◆ **Work instructions**
Search the data for the string "dead" and extract every line where it appears.

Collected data
□ □ □
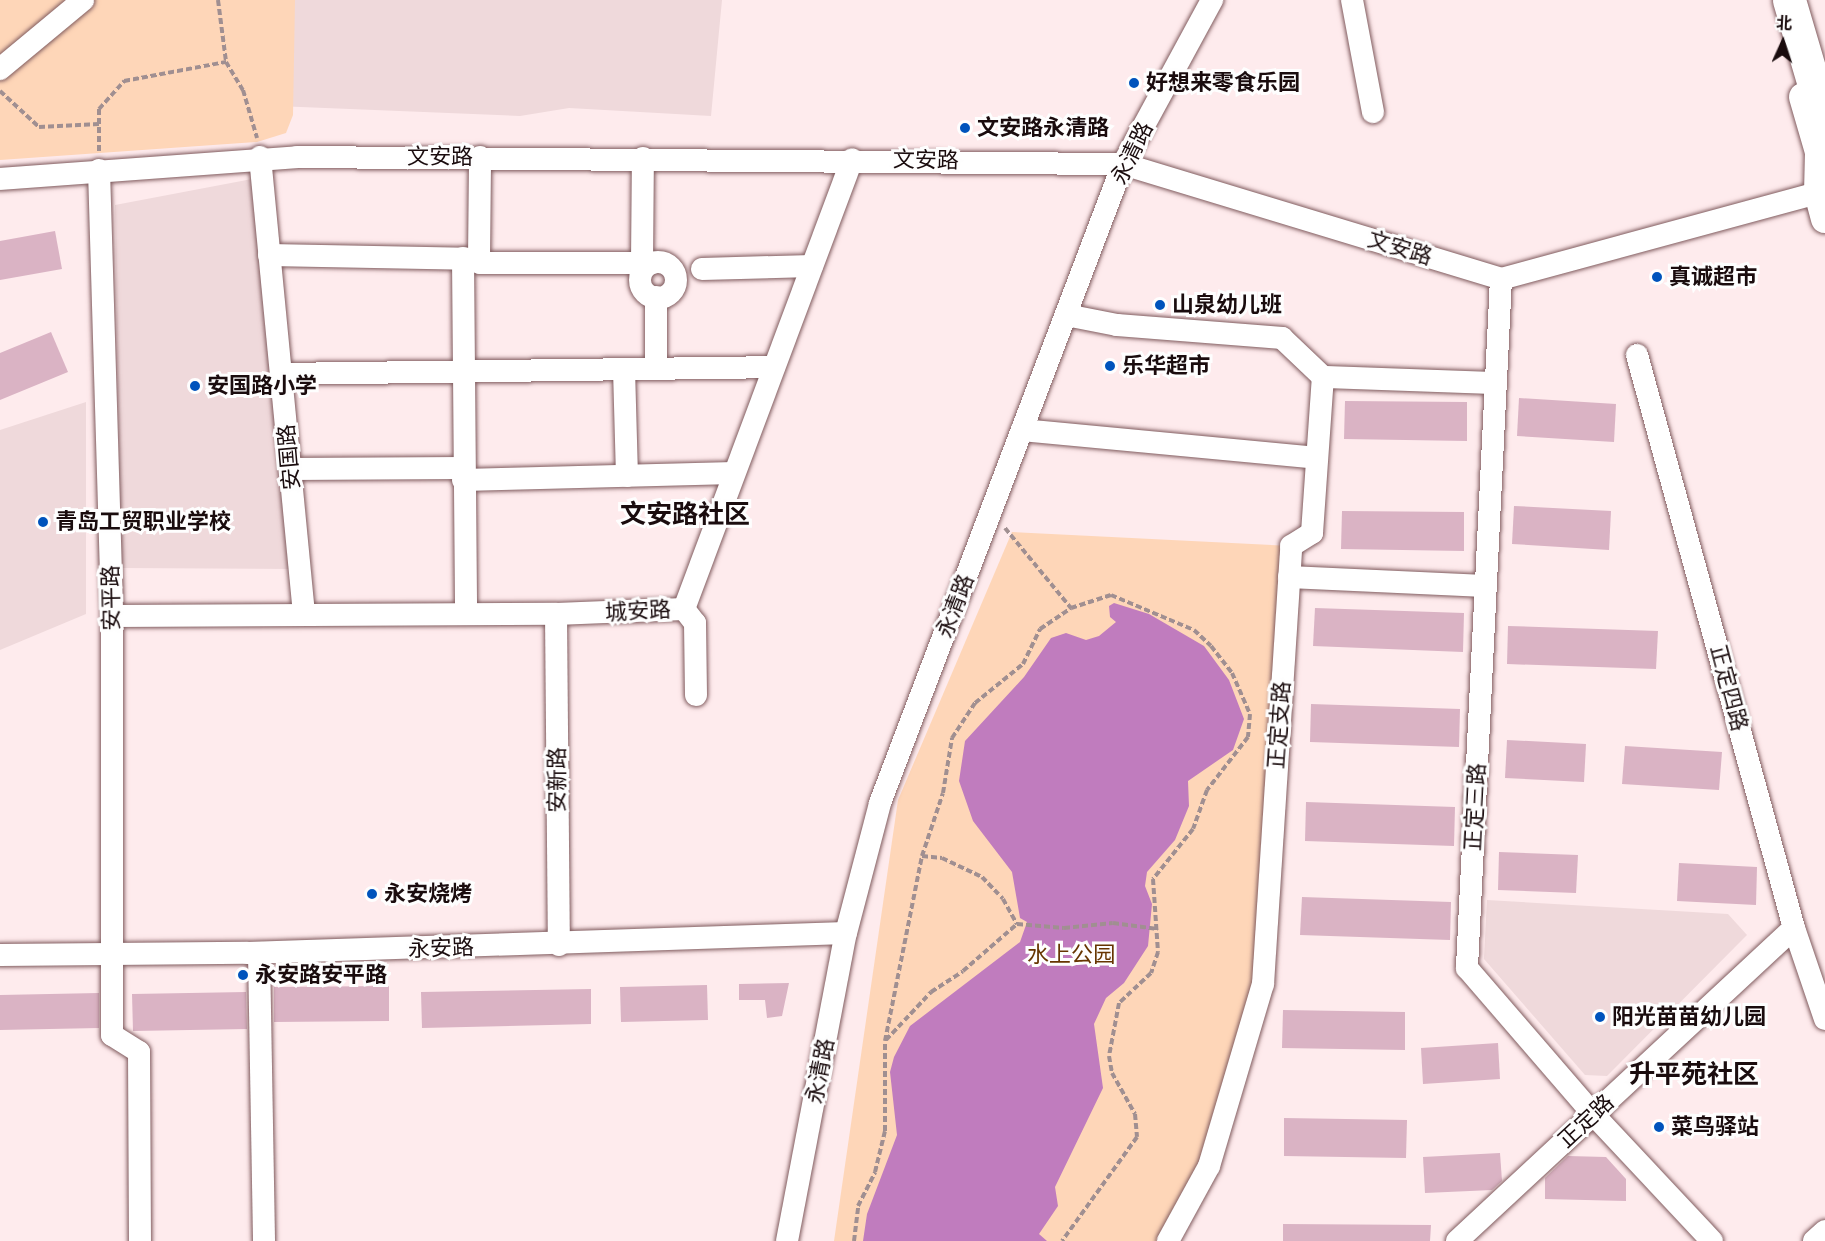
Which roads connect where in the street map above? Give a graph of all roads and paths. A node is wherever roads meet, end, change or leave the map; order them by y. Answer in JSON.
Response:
{"nodes":[{"id":1,"x":83,"y":0,"type":"edge"},
{"id":2,"x":218,"y":0,"type":"edge"},
{"id":3,"x":1212,"y":0,"type":"edge"},
{"id":4,"x":1352,"y":0,"type":"edge"},
{"id":5,"x":1774,"y":0,"type":"edge"},
{"id":6,"x":1789,"y":0,"type":"edge"},
{"id":7,"x":1810,"y":0,"type":"edge"},
{"id":8,"x":1825,"y":46,"type":"edge"},
{"id":9,"x":226,"y":62,"type":"junction"},
{"id":10,"x":0,"y":69,"type":"edge"},
{"id":11,"x":0,"y":91,"type":"edge"},
{"id":12,"x":1373,"y":112,"type":"dead end"},
{"id":13,"x":1825,"y":122,"type":"edge"},
{"id":14,"x":99,"y":124,"type":"junction"},
{"id":15,"x":260,"y":157,"type":"junction"},
{"id":16,"x":480,"y":158,"type":"junction"},
{"id":17,"x":643,"y":158,"type":"junction"},
{"id":18,"x":852,"y":159,"type":"junction"},
{"id":19,"x":1123,"y":164,"type":"junction"},
{"id":20,"x":99,"y":170,"type":"junction"},
{"id":21,"x":0,"y":179,"type":"edge"},
{"id":22,"x":1823,"y":201,"type":"edge"},
{"id":23,"x":269,"y":255,"type":"junction"},
{"id":24,"x":471,"y":258,"type":"junction"},
{"id":25,"x":647,"y":263,"type":"junction"},
{"id":26,"x":812,"y":266,"type":"junction"},
{"id":27,"x":702,"y":269,"type":"dead end"},
{"id":28,"x":1501,"y":279,"type":"junction"},
{"id":29,"x":1066,"y":315,"type":"junction"},
{"id":30,"x":1637,"y":355,"type":"dead end"},
{"id":31,"x":774,"y":367,"type":"junction"},
{"id":32,"x":624,"y":369,"type":"junction"},
{"id":33,"x":656,"y":369,"type":"junction"},
{"id":34,"x":463,"y":372,"type":"junction"},
{"id":35,"x":281,"y":374,"type":"junction"},
{"id":36,"x":1323,"y":377,"type":"junction"},
{"id":37,"x":1496,"y":383,"type":"junction"},
{"id":38,"x":1022,"y":430,"type":"junction"},
{"id":39,"x":1317,"y":458,"type":"junction"},
{"id":40,"x":290,"y":469,"type":"junction"},
{"id":41,"x":734,"y":473,"type":"junction"},
{"id":42,"x":463,"y":474,"type":"junction"},
{"id":43,"x":627,"y":476,"type":"junction"},
{"id":44,"x":991,"y":512,"type":"junction"},
{"id":45,"x":1289,"y":577,"type":"junction"},
{"id":46,"x":1485,"y":585,"type":"junction"},
{"id":47,"x":1071,"y":608,"type":"junction"},
{"id":48,"x":684,"y":609,"type":"junction"},
{"id":49,"x":303,"y":614,"type":"junction"},
{"id":50,"x":466,"y":614,"type":"junction"},
{"id":51,"x":556,"y":614,"type":"junction"},
{"id":52,"x":112,"y":616,"type":"junction"},
{"id":53,"x":696,"y":695,"type":"dead end"},
{"id":54,"x":922,"y":856,"type":"junction"},
{"id":55,"x":1017,"y":924,"type":"junction"},
{"id":56,"x":1794,"y":928,"type":"junction"},
{"id":57,"x":1158,"y":929,"type":"junction"},
{"id":58,"x":846,"y":933,"type":"junction"},
{"id":59,"x":559,"y":945,"type":"junction"},
{"id":60,"x":109,"y":953,"type":"junction"},
{"id":61,"x":259,"y":953,"type":"junction"},
{"id":62,"x":0,"y":955,"type":"edge"},
{"id":63,"x":1825,"y":1019,"type":"edge"},
{"id":64,"x":885,"y":1041,"type":"junction"},
{"id":65,"x":1593,"y":1114,"type":"junction"},
{"id":66,"x":1825,"y":1231,"type":"edge"},
{"id":67,"x":140,"y":1241,"type":"edge"},
{"id":68,"x":264,"y":1241,"type":"edge"},
{"id":69,"x":787,"y":1241,"type":"edge"},
{"id":70,"x":854,"y":1241,"type":"edge"},
{"id":71,"x":1062,"y":1241,"type":"edge"},
{"id":72,"x":1168,"y":1241,"type":"edge"},
{"id":73,"x":1457,"y":1241,"type":"edge"},
{"id":74,"x":1712,"y":1241,"type":"edge"},
{"id":75,"x":1814,"y":1241,"type":"edge"}],
"edges":[{"from":1,"to":10,"type":"street"},
{"from":2,"to":9,"type":"path"},
{"from":3,"to":19,"type":"street","name":"永清路"},
{"from":4,"to":12,"type":"street"},
{"from":5,"to":22,"type":"main road"},
{"from":6,"to":13,"type":"highway"},
{"from":7,"to":8,"type":"highway"},
{"from":9,"to":14,"type":"path"},
{"from":9,"to":15,"type":"path"},
{"from":11,"to":14,"type":"path"},
{"from":14,"to":20,"type":"path"},
{"from":15,"to":16,"type":"street","name":"文安路"},
{"from":15,"to":20,"type":"street","name":"文安路"},
{"from":15,"to":23,"type":"street","name":"安国路"},
{"from":16,"to":17,"type":"street","name":"文安路"},
{"from":16,"to":24,"type":"street"},
{"from":17,"to":18,"type":"street","name":"文安路"},
{"from":17,"to":25,"type":"street"},
{"from":18,"to":19,"type":"street","name":"文安路"},
{"from":18,"to":26,"type":"street","name":"城安路"},
{"from":19,"to":28,"type":"street","name":"文安路"},
{"from":19,"to":29,"type":"street","name":"永清路"},
{"from":20,"to":21,"type":"street","name":"文安路"},
{"from":20,"to":52,"type":"street","name":"安平路"},
{"from":22,"to":28,"type":"street"},
{"from":23,"to":24,"type":"street"},
{"from":23,"to":35,"type":"street","name":"安国路"},
{"from":24,"to":25,"type":"street"},
{"from":24,"to":34,"type":"street"},
{"from":25,"to":33,"type":"street"},
{"from":26,"to":27,"type":"street"},
{"from":26,"to":31,"type":"street","name":"城安路"},
{"from":28,"to":37,"type":"street","name":"正定三路"},
{"from":29,"to":36,"type":"street"},
{"from":29,"to":38,"type":"street","name":"永清路"},
{"from":30,"to":56,"type":"street","name":"正定四路"},
{"from":31,"to":33,"type":"street"},
{"from":31,"to":41,"type":"street","name":"城安路"},
{"from":32,"to":33,"type":"street"},
{"from":32,"to":34,"type":"street"},
{"from":32,"to":43,"type":"street"},
{"from":34,"to":35,"type":"street"},
{"from":34,"to":42,"type":"street"},
{"from":35,"to":40,"type":"street","name":"安国路"},
{"from":36,"to":37,"type":"street"},
{"from":36,"to":39,"type":"street","name":"正定支路"},
{"from":37,"to":46,"type":"street","name":"正定三路"},
{"from":38,"to":39,"type":"street"},
{"from":38,"to":44,"type":"street","name":"永清路"},
{"from":39,"to":45,"type":"street","name":"正定支路"},
{"from":40,"to":42,"type":"street"},
{"from":40,"to":49,"type":"street","name":"安国路"},
{"from":41,"to":43,"type":"street"},
{"from":41,"to":48,"type":"street","name":"城安路"},
{"from":42,"to":43,"type":"street"},
{"from":42,"to":50,"type":"street"},
{"from":44,"to":47,"type":"path"},
{"from":44,"to":58,"type":"street","name":"永清路"},
{"from":45,"to":46,"type":"street"},
{"from":45,"to":72,"type":"street","name":"正定支路"},
{"from":46,"to":65,"type":"street","name":"正定三路"},
{"from":47,"to":54,"type":"path"},
{"from":47,"to":57,"type":"path"},
{"from":48,"to":51,"type":"street","name":"城安路"},
{"from":48,"to":53,"type":"street"},
{"from":49,"to":50,"type":"street","name":"城安路"},
{"from":49,"to":52,"type":"street","name":"城安路"},
{"from":50,"to":51,"type":"street","name":"城安路"},
{"from":51,"to":59,"type":"street","name":"安新路"},
{"from":52,"to":60,"type":"street","name":"安平路"},
{"from":54,"to":55,"type":"path"},
{"from":54,"to":64,"type":"path"},
{"from":55,"to":57,"type":"path"},
{"from":55,"to":64,"type":"path"},
{"from":56,"to":63,"type":"street","name":"正定四路"},
{"from":56,"to":65,"type":"street","name":"正定路"},
{"from":57,"to":71,"type":"path"},
{"from":58,"to":59,"type":"street","name":"永安路"},
{"from":58,"to":69,"type":"street","name":"永清路"},
{"from":59,"to":61,"type":"street","name":"永安路"},
{"from":60,"to":61,"type":"street","name":"永安路"},
{"from":60,"to":62,"type":"street","name":"永安路"},
{"from":60,"to":67,"type":"street","name":"安平路"},
{"from":61,"to":68,"type":"street"},
{"from":64,"to":70,"type":"path"},
{"from":65,"to":73,"type":"street","name":"正定路"},
{"from":65,"to":74,"type":"street","name":"正定三路"},
{"from":66,"to":75,"type":"street"}]}
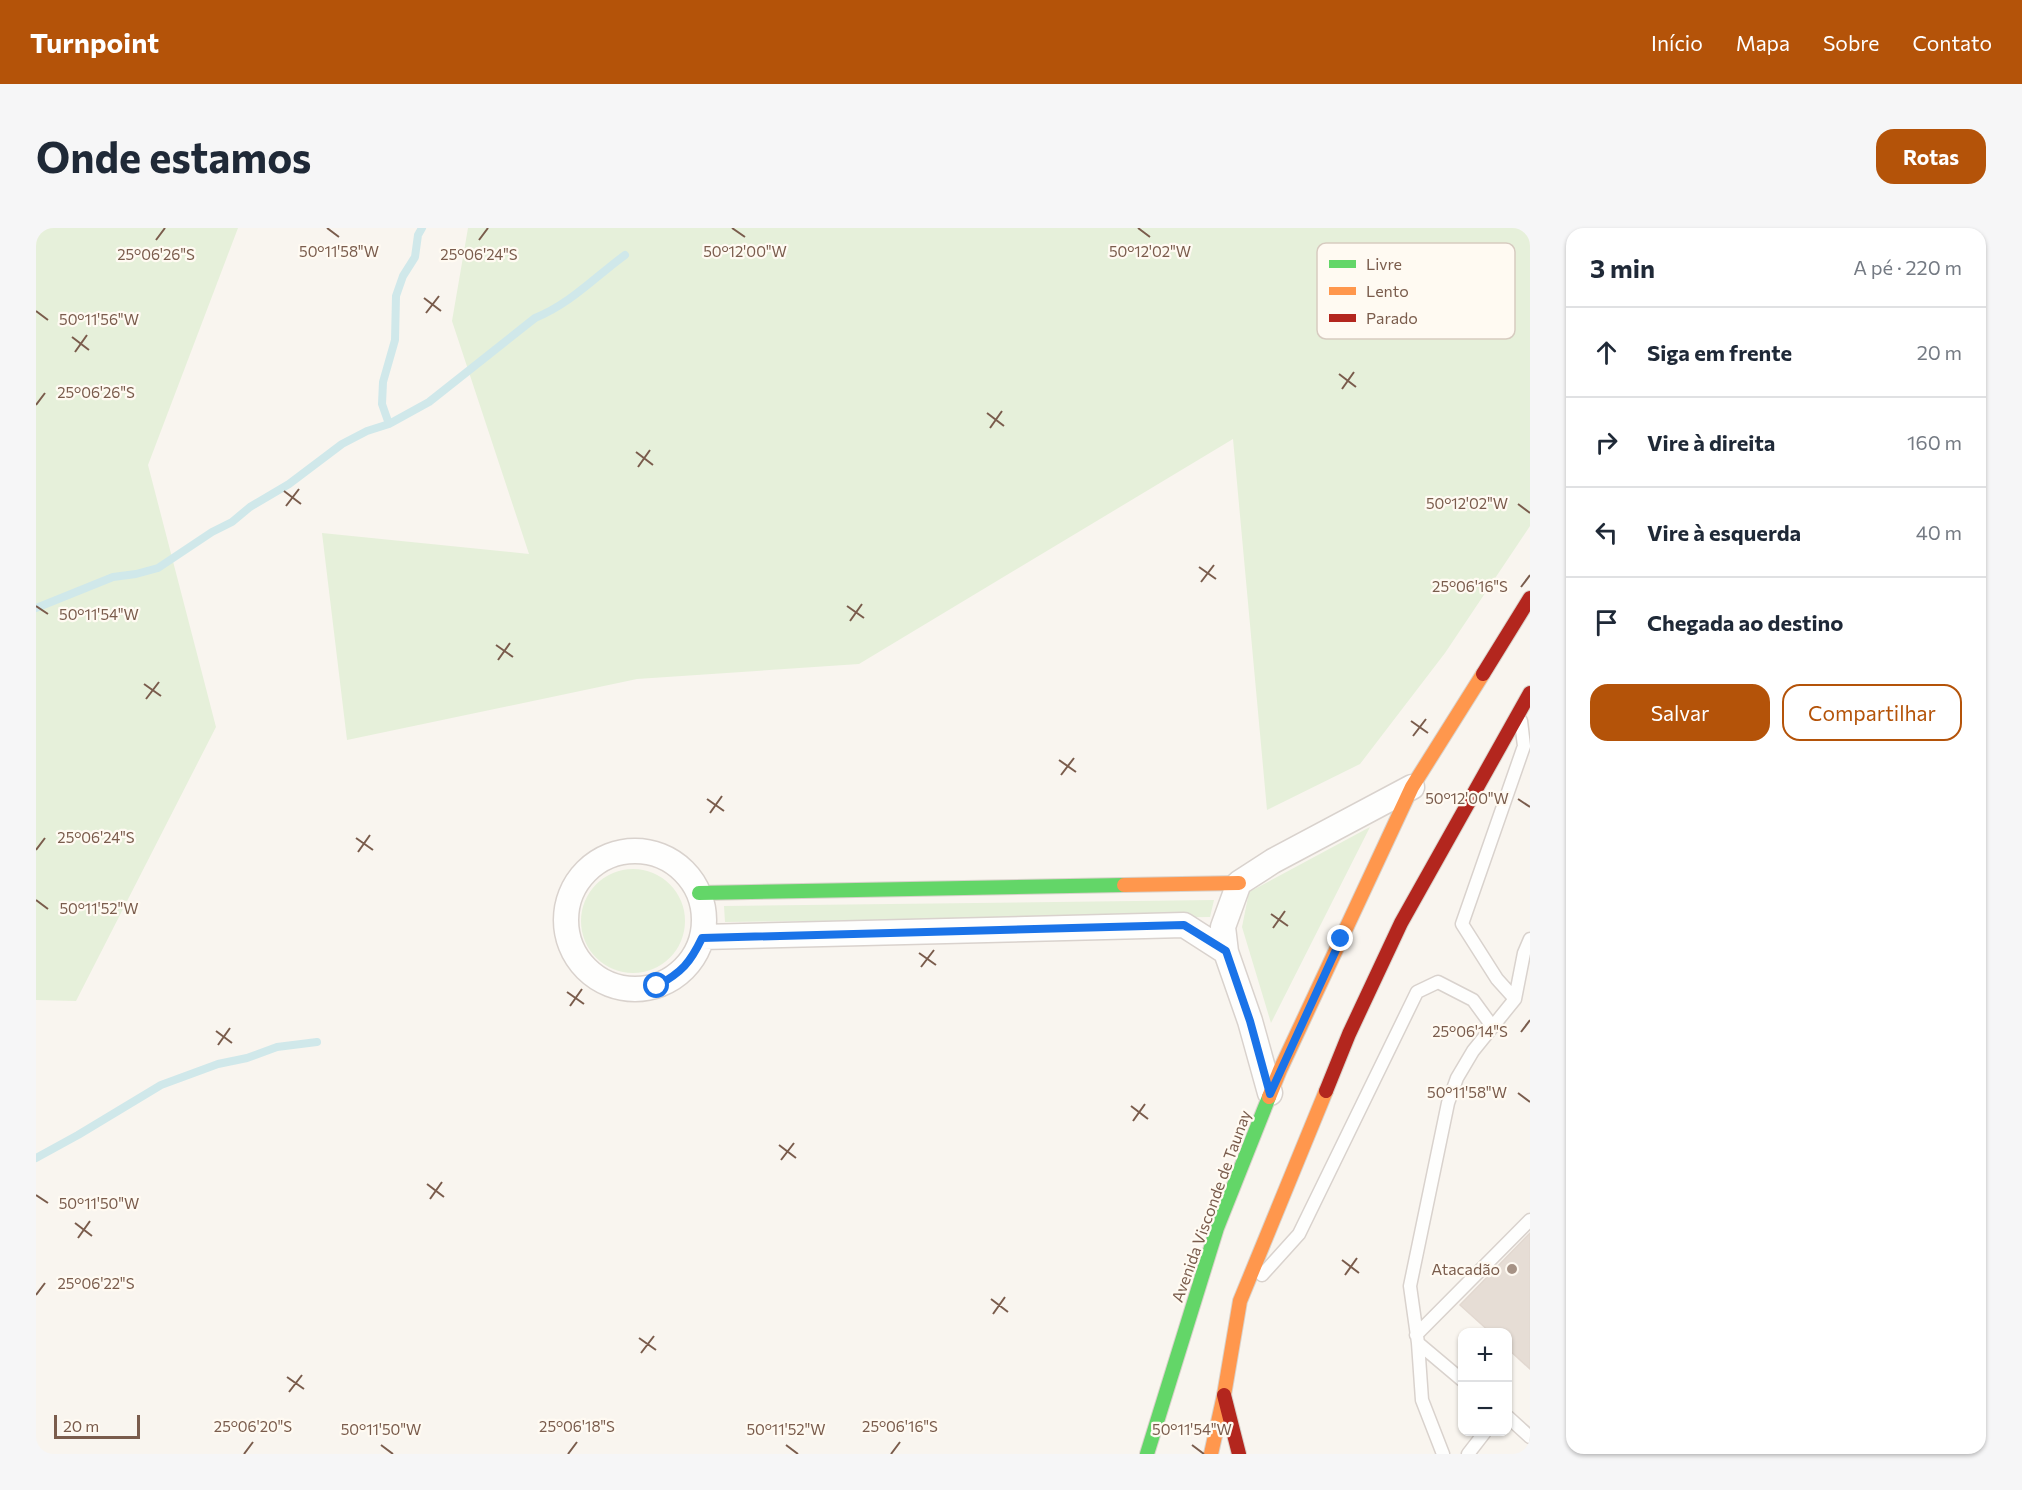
□ □ □
◆ **Solution to this task**
{"id":12,"x":1373,"y":112,"type":"dead end"},
{"id":27,"x":702,"y":269,"type":"dead end"},
{"id":30,"x":1637,"y":355,"type":"dead end"},
{"id":53,"x":696,"y":695,"type":"dead end"},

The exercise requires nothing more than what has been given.